The Chiba District Court convicted an Australian woman of smuggling drugs into Japan and sentenced her to six years in prison and a ¥1 million ($6,650) fine. Donna Nelson, 58, was caught at Narita Airport in January 2023 with a suitcase containing 1.9 kilograms of methamphetamine. She said she did not know about the drugs and was the victim of an online romance scam artist.

The Japanese Securities and Exchange Surveillance Commission recommended that the Financial Service Agency fine general contractor Yamaura ¥18 million ($120,000) for releasing false financial statements. The company’s former accountant is being tried on embezzlement charges. In 2023 the company’s auditor found a billion yen (about $6.7 million) difference between the actual and book balances of bank deposits held by the company’s Tokyo subsidiary. 

The Supreme Court finalized a lower court ruling ordering a publisher to delete from its website lists of areas where feudal-era outcasts currently or formerly lived. The ruling responded to a lawsuit by residents of such areas and the anti-discrimination group Buraku Liberation League.

Residents of an unauthorized encampment in Osaka clashed with police and court officials who attempted to enforce a court order of eviction. Homeless persons had set up makeshift shelters after a welfare center that supported day laborers was closed in 2019 for reconstruction. The Osaka Prefecture government, which owns the site of the encampment, won a lawsuit to evict the residents, and the Supreme Court upheld the verdict in May.

Koreas

Tens of thousands of South Koreans gathered outside the National Assembly building demanding the impeachment of President Yoon Suk Yeol after he attempted to impose martial law to resolve a power struggle with the opposition. An initial impeachment vote failed when most legislators of Yeol’s own People Power Party boycotted the vote. Yoon, a former prosecutor and political neophyte, declared martial law in the middle of the night Tuesday. The National Assembly voted hours later to end it. Yoon apologized on Saturday but did not agree to step down. Prosecutors announced an investigation into whether Yoon and his supporters had committed an insurrection. Divided government and a breakdown of cooperation between the two leading parties has hampered governance in recent years, not only under Yoon.

Negotiations on an international treaty to end plastic pollution ended in Busan, South Korea without success. More than 170 countries participated in the negotiations, convened by the Intergovernmental Negotiating Committee on Plastic Pollution. Participants agreed to reconvene next year. Most contentious were proposals to go beyond plastic waste disposal to limit plastic production.

Taiwan

A meeting of the Legislative Yuan broke down in scuffles between members of the Nationalist (KMT) and Democratic Progressive (DPP) parties as they argued over the agenda. The KMT is trying to amend the Act Governing the Allocation of Government Revenues and Expenditures (財政收支劃分法) to shift more government revenues from the central to local governments; and the Public Officials Election and Recall Act (公職人員選舉罷免法) to raise the threshold for recall elections and require persons who sign recall petitions to submit copies of their ID cards. DPP legislators reportedly rushed the podium and tried to drown out the KMT speakers.
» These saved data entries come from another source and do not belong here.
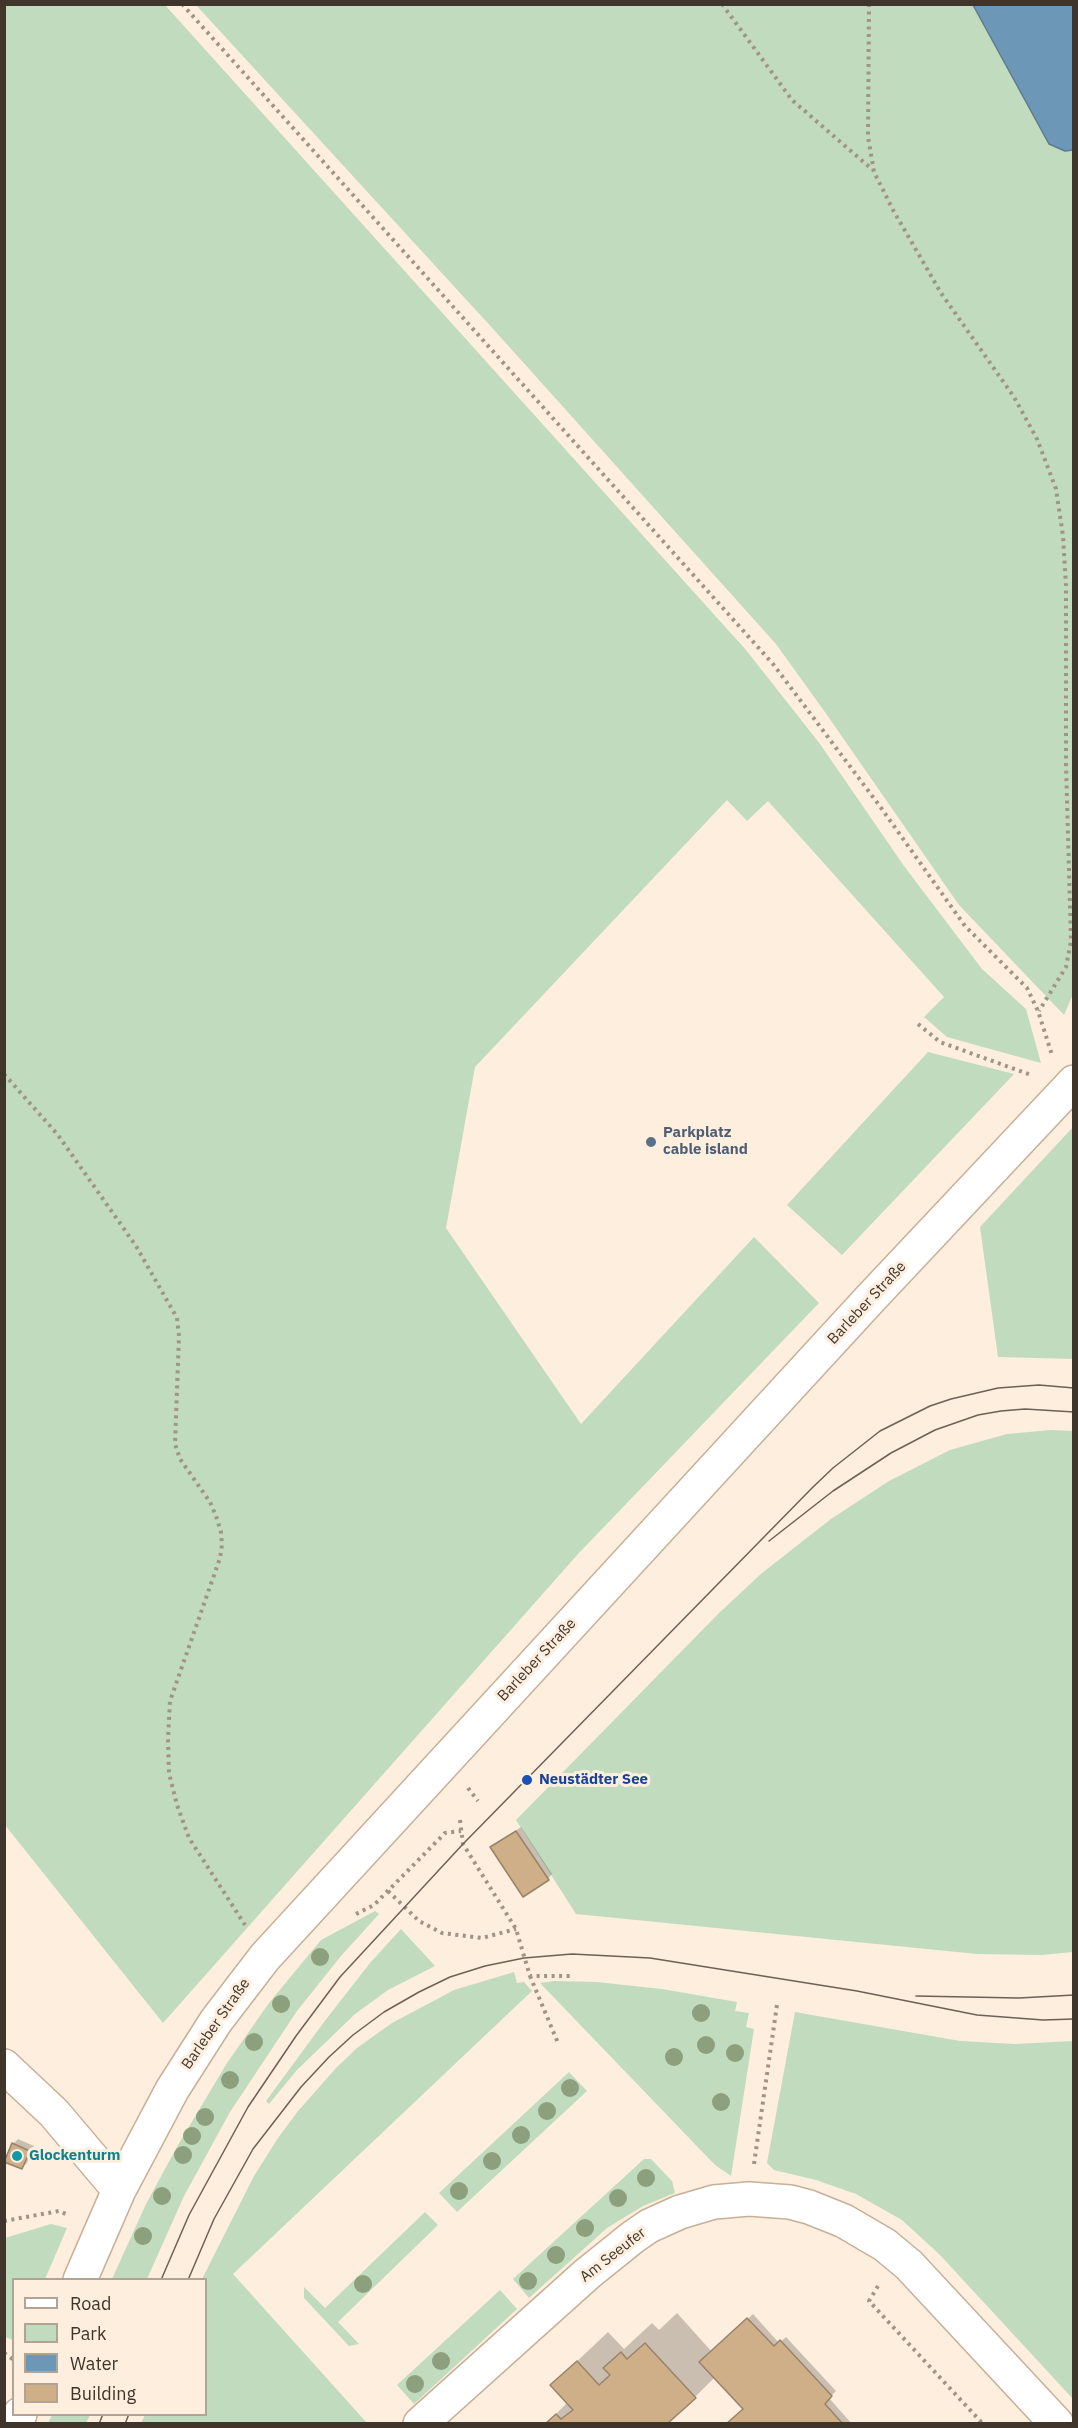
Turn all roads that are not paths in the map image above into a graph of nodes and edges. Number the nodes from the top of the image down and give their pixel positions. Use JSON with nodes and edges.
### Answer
{"nodes":[{"id":1,"x":1065,"y":1080,"type":"edge"},
{"id":2,"x":4,"y":2066,"type":"edge"},
{"id":3,"x":119,"y":2190,"type":"junction"},
{"id":4,"x":81,"y":2278,"type":"edge"},
{"id":5,"x":420,"y":2424,"type":"edge"},
{"id":6,"x":1057,"y":2424,"type":"edge"}],
"edges":[{"from":1,"to":3,"type":"street","name":"Barleber Straße"},
{"from":2,"to":3,"type":"street"},
{"from":3,"to":4,"type":"street","name":"Barleber Straße"},
{"from":5,"to":6,"type":"street","name":"Am Seeufer"}]}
Taipei prosecutors indicted four former military personnel, including three who were responsible for security at the Presidential Office Building, on charges of selling state secrets to China. The fourth served in the Ministry of National Defense’s Information, Communications and Electronic Force Command.

The Mainland Affairs Council said it and the Straits Exchange Foundation have opened new hotlines for travelers seeking information about safety risks while visiting mainland China, Hong Kong, and Macau. The council raised its travel warning for China to the second-highest or “orange” level in June after Beijing published sentencing guidelines for persons convicted under China’s Anti-Secession Law that included the possibility of the death penalty. The council said the number of people who using its Online Registration System for Taiwanese Citizens Visiting Mainland China this year through Oct. 31 had increased 14-fold from the same period last year.